Explain in more detail how you got this working and the scripts used.
First you have to run a patched version of bind9 (I have debian packages
for anyone who needs them) - get the source from
http://www.supersparrow.org/
Or add the following to your /etc/apt/sources.list for my supersparrow
and patched bind9 packages
deb http://debian.worldhosting.org/supersparrow sarge main
(woody packages also available, replace sarge with woody)

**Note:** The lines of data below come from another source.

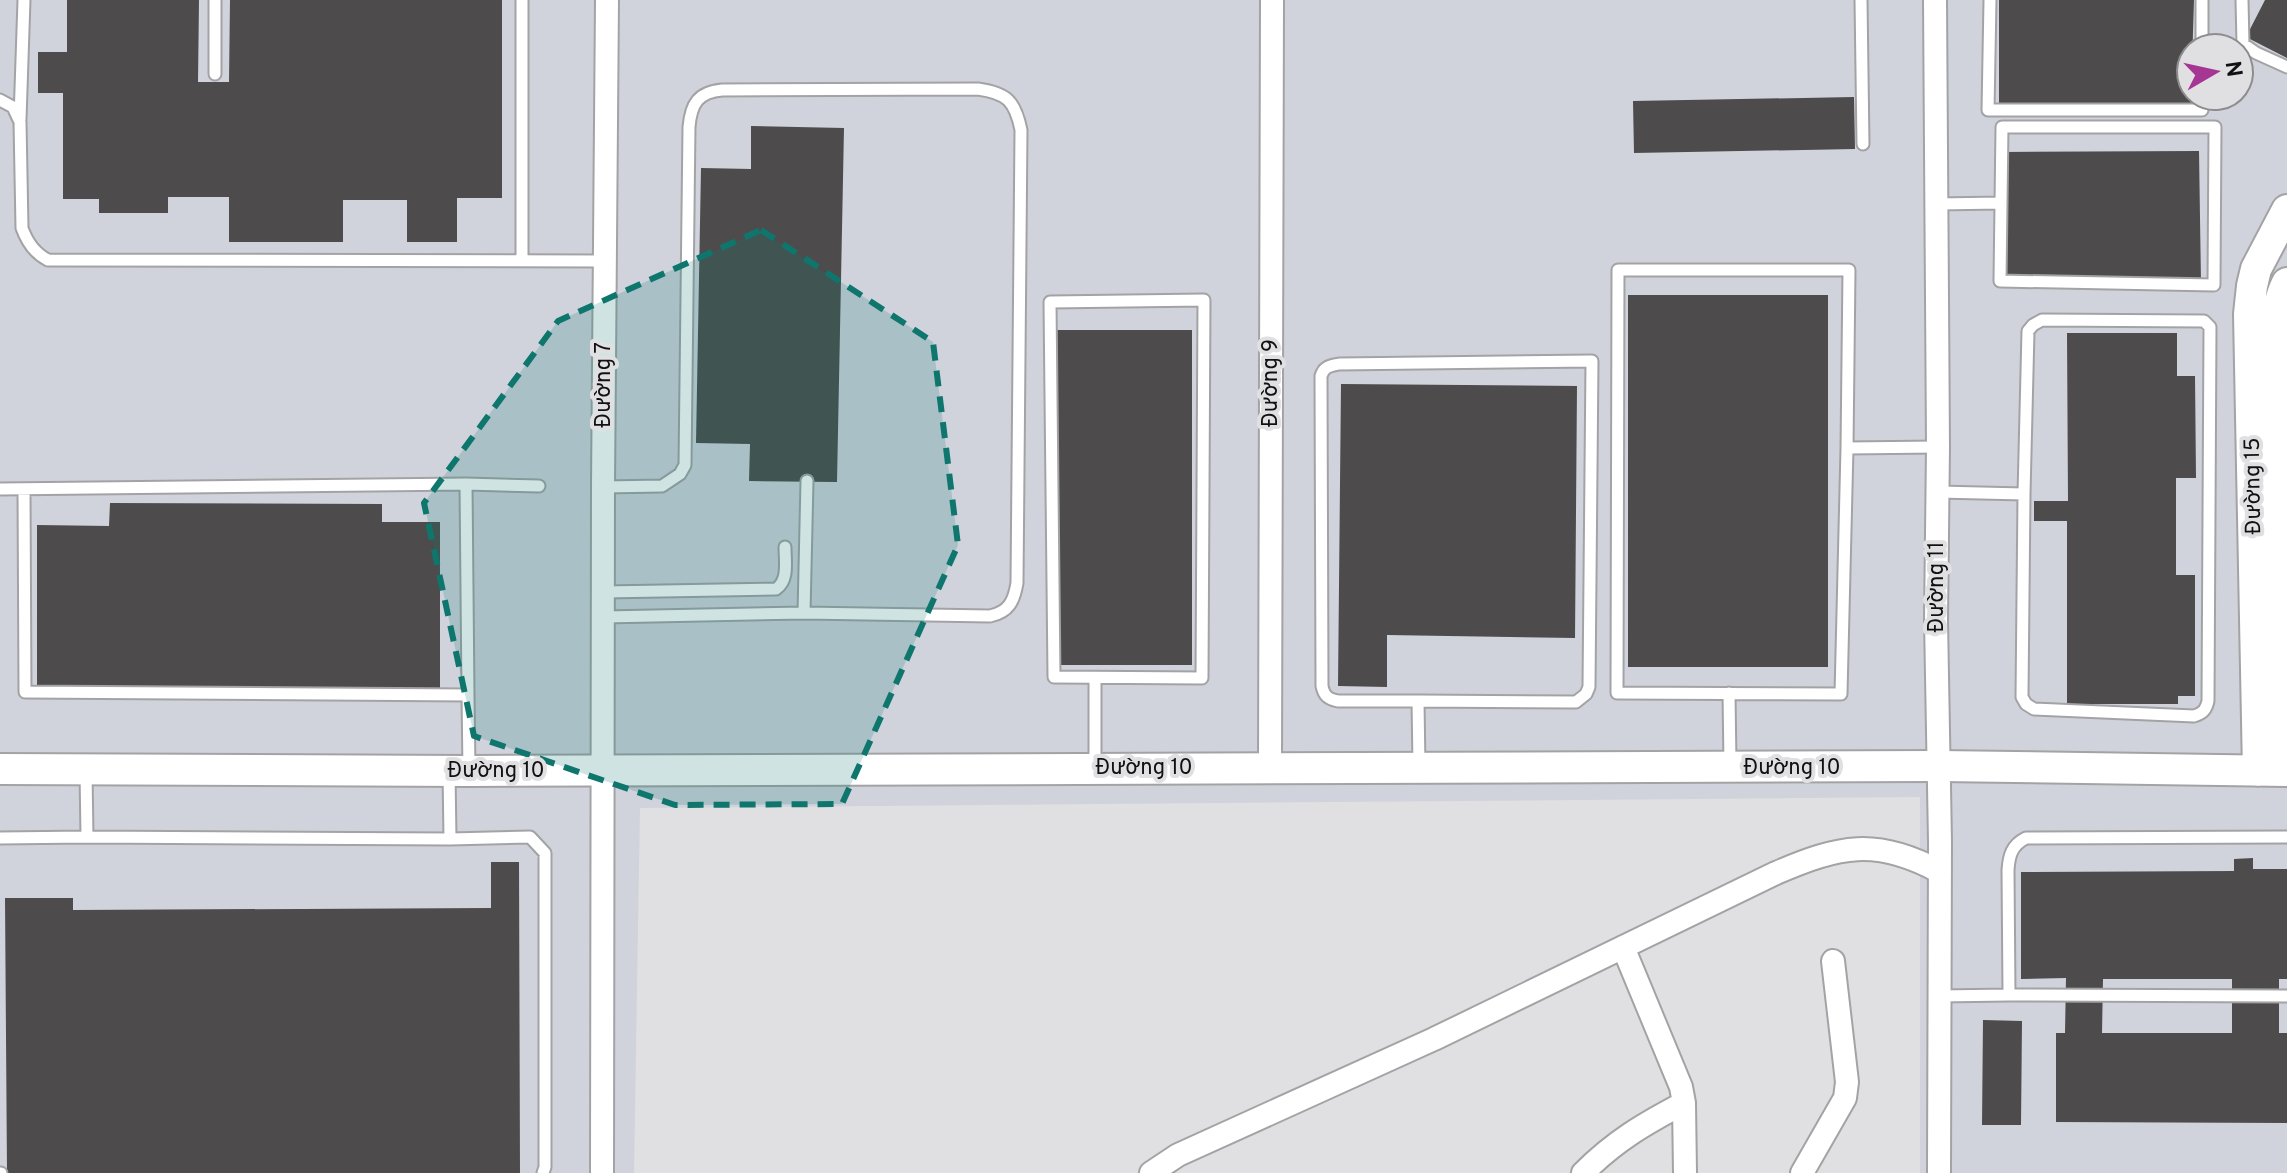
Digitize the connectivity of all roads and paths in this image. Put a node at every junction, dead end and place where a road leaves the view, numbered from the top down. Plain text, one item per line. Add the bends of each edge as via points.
1 (24, 0) edge
2 (215, 0) edge
3 (522, 0) edge
4 (607, 0) edge
5 (1272, 0) edge
6 (1861, 0) edge
7 (1935, 0) edge
8 (1990, 0) edge
9 (2202, 0) edge
10 (2242, 0) edge
11 (2202, 32) edge
12 (2287, 67) edge
13 (215, 74) dead end
14 (0, 100) edge
15 (2175, 110) edge
16 (20, 122) junction
17 (1863, 144) dead end
18 (2001, 203) junction
19 (1937, 204) junction
20 (2287, 210) edge
21 (522, 261) junction
22 (605, 261) junction
23 (2287, 283) edge
24 (1938, 447) junction
25 (1847, 448) junction
26 (807, 481) dead end
27 (466, 484) junction
28 (539, 486) dead end
29 (603, 487) junction
30 (0, 489) edge
31 (24, 489) junction
32 (1938, 492) junction
33 (2024, 494) junction
34 (785, 547) dead end
35 (604, 592) junction
36 (804, 613) junction
37 (604, 617) junction
38 (2275, 645) edge
39 (1095, 678) junction
40 (1729, 693) junction
41 (468, 695) junction
42 (1418, 701) junction
43 (2287, 762) edge
44 (1939, 766) junction
45 (1270, 767) junction
46 (1095, 768) junction
47 (1419, 768) junction
48 (1730, 768) junction
49 (0, 769) edge
50 (86, 770) junction
51 (459, 771) junction
52 (603, 771) junction
53 (2272, 771) edge
54 (87, 837) junction
55 (2287, 837) edge
56 (0, 838) edge
57 (450, 839) junction
58 (1940, 872) junction
59 (1623, 947) junction
60 (1833, 961) dead end
61 (2009, 995) junction
62 (1939, 996) junction
63 (2287, 996) edge
64 (1684, 1103) junction
65 (543, 1173) edge
66 (602, 1173) edge
67 (1151, 1173) edge
68 (1583, 1173) edge
69 (1685, 1173) edge
70 (1802, 1173) edge
71 (1939, 1173) edge

1 - 16 lane
2 - 13 lane
3 - 21 lane
4 - 22 street, Đường 7
5 - 45 street, Đường 9
6 - 17 lane
7 - 19 street, Đường 11
8 - 15 lane via 1988,110
9 - 11 lane
10 - 12 lane via 2243,44
14 - 16 lane via 13,107
16 - 21 lane via 22,228 26,240 48,260
18 - 18 lane via 2002,127 2215,127 2214,285 2000,281
18 - 19 lane
19 - 24 street, Đường 11
20 - 38 street, Đường 15 via 2256,269 2249,314 2254,505
21 - 22 lane
22 - 29 street, Đường 7
23 - 38 street, Đường 15 via 2276,336
24 - 25 lane
24 - 32 street, Đường 11
25 - 40 lane via 1841,694
25 - 40 lane via 1849,270 1618,270 1617,693
26 - 36 lane
27 - 28 lane
27 - 31 lane
27 - 41 lane
29 - 35 street, Đường 7
29 - 36 lane via 662,486 685,465 689,127 698,100 709,91 722,90 978,89 1005,95 1021,130 1015,597 1009,607 990,616
30 - 31 lane
31 - 41 lane via 25,692
32 - 33 lane
32 - 44 street, Đường 11
33 - 33 lane via 2026,704 2034,709 2200,714 2208,701 2208,324 2042,320 2033,325 2028,331
34 - 35 lane via 785,576 776,589
35 - 37 street, Đường 7
36 - 37 lane
37 - 52 street, Đường 7
38 - 43 street, Đường 15
38 - 53 street, Đường 15
39 - 39 lane via 1202,678 1204,300 1050,302 1054,677
39 - 46 lane
40 - 48 lane
41 - 51 lane
42 - 42 lane via 1338,701 1323,693 1323,371 1339,364 1592,361 1586,694 1576,702
42 - 47 lane
44 - 48 street, Đường 10
44 - 53 street, Đường 10
44 - 58 street, Đường 11
45 - 46 street, Đường 10
45 - 47 street, Đường 10
46 - 52 street, Đường 10
47 - 48 street, Đường 10
49 - 50 street, Đường 10
50 - 51 street, Đường 10
50 - 54 lane
51 - 52 street, Đường 10
51 - 57 lane
52 - 66 street, Đường 7
54 - 56 lane
54 - 57 lane
55 - 61 lane via 2026,838 2009,857
57 - 65 lane via 530,837 545,853
58 - 59 street via 1882,851 1861,848 1822,854
58 - 62 street, Đường 11
59 - 64 street
59 - 67 street via 1178,1155
60 - 70 street via 1845,1098
61 - 62 lane
61 - 63 lane
62 - 71 street, Đường 11
64 - 68 street via 1631,1131
64 - 69 street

Create in your bind config something like:
zone "www.worldhosting.org" {
type master;
database "ss --host 127.0.0.1 --route_server ssrs --password
XXXX --debug --peer 64600=210.18.215.100,64601=193.173.27.8 --self
193.173.27.8 --port 7777 --result_count 1 --soa_host
ns.worldhosting.org. --soa_email hostmaster.worldhosting.org. --ns
ns.worldhosting.org. --ns ns.au.worldhosting.org. --ttl 7 --ns_ttl 60";
};
This snippet sets the www to use 210.18.215.100 if the peer is set to
64600 and 193.173.27.8 if the peer is 64601, the ttl for the A record is
60 seconds and the self is the default response for this nameserver (on
the secondary nameserver make this the other address). Set the password
to the same as in /etc/supersparrow.conf
Create three files to describe the routes in normal and failed modes. In
our setup:
$ cat ssrs.routes.AUonly
0.0.0.0/0 64600
$ cat ssrs.routes.NLonly
0.0.0.0/0 64601
$ head ssrs.routes.normal
128.184.0.0/16 64600
128.250.0.0/16 64600
129.78.0.0/16 64600
129.94.0.0/16 64600
129.96.0.0/16 64600
129.127.0.0/16 64600
129.180.0.0/16 64600
130.56.0.0/16 64600
130.95.0.0/16 64600
130.102.0.0/16 64600
The ssrs.routes.normal file contains all the subnets you wish to force
to use the respective peer.
Create a script that does a http test periodically (we do it every 5
minutes as the web servers don't go down frequently) if both sites work,
symlink the file to /etc/ssrs.routes. If only one works, symlink the
file for the site that works (ie AUonly or NLonly) to /etc/ssrs.routes.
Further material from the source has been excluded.